- [YOUR TASK] Please make sure what you return matches the listing below exactly, minus its pictures.

- [ENTRIES SHOWN]
###

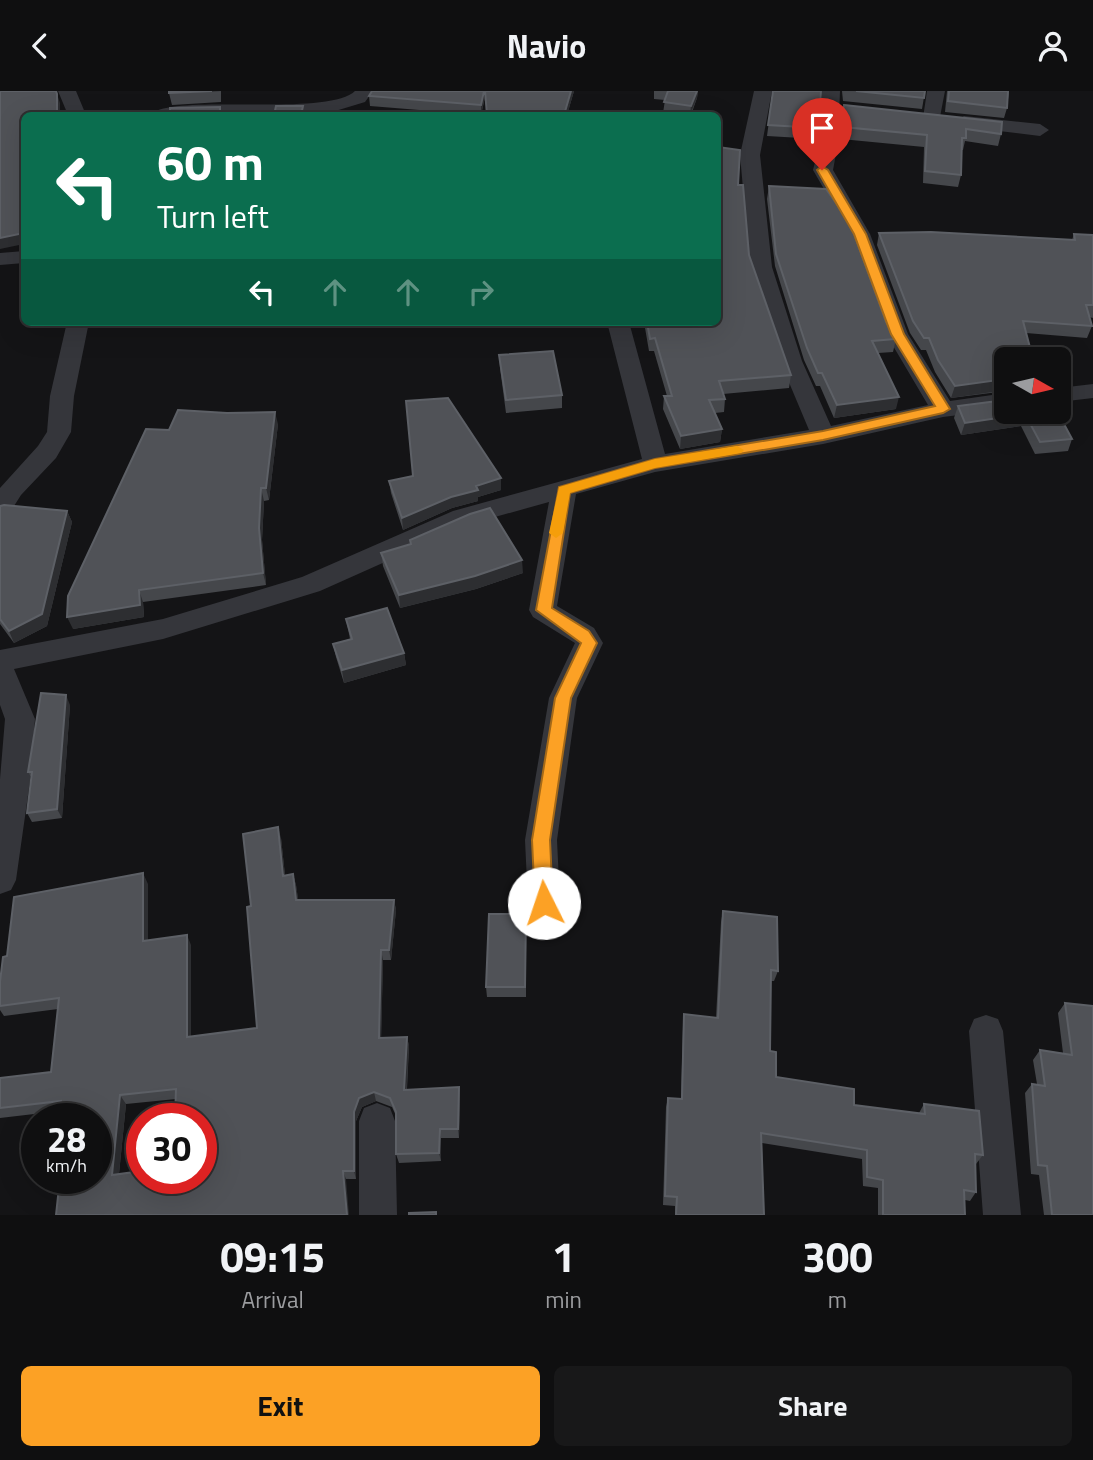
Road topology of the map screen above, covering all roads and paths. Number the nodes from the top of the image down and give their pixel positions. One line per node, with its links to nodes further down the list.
1 (67, 91): 7 (street)
2 (364, 91): 8 (street)
3 (763, 91): 18 (street)
4 (936, 91): 9 (street)
5 (830, 99): 6 (street); 17 (street)
6 (854, 110)
7 (76, 112)
8 (191, 112)
9 (1040, 130)
10 (21, 257): 11 (street)
11 (0, 259)
12 (77, 326): 21 (street)
13 (619, 326): 19 (street)
14 (1093, 391): 15 (street)
15 (1071, 394)
16 (994, 403): 17 (street)
17 (943, 409): 18 (street)
18 (823, 436): 19 (street)
19 (655, 464): 20 (street)
20 (564, 490): 22 (street); 25 (street)
21 (0, 508)
22 (0, 661)
23 (0, 670): 24 (street)
24 (0, 880)
25 (544, 903)
26 (986, 1031): 29 (street)
27 (377, 1121): 28 (street)
28 (378, 1215)
29 (1002, 1215)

###

- [RESULT OF THE EXERCISE]
Road topology of the map screen above, covering all roads and paths. Number the nodes from the top of the image down and give their pixel positions. One line per node, with its links to nodes further down the list.
1 (67, 91): 7 (street)
2 (364, 91): 8 (street)
3 (763, 91): 18 (street)
4 (936, 91): 9 (street)
5 (830, 99): 6 (street); 17 (street)
6 (854, 110)
7 (76, 112)
8 (191, 112)
9 (1040, 130)
10 (21, 257): 11 (street)
11 (0, 259)
12 (77, 326): 21 (street)
13 (619, 326): 19 (street)
14 (1093, 391): 15 (street)
15 (1071, 394)
16 (994, 403): 17 (street)
17 (943, 409): 18 (street)
18 (823, 436): 19 (street)
19 (655, 464): 20 (street)
20 (564, 490): 22 (street); 25 (street)
21 (0, 508)
22 (0, 661)
23 (0, 670): 24 (street)
24 (0, 880)
25 (544, 903)
26 (986, 1031): 29 (street)
27 (377, 1121): 28 (street)
28 (378, 1215)
29 (1002, 1215)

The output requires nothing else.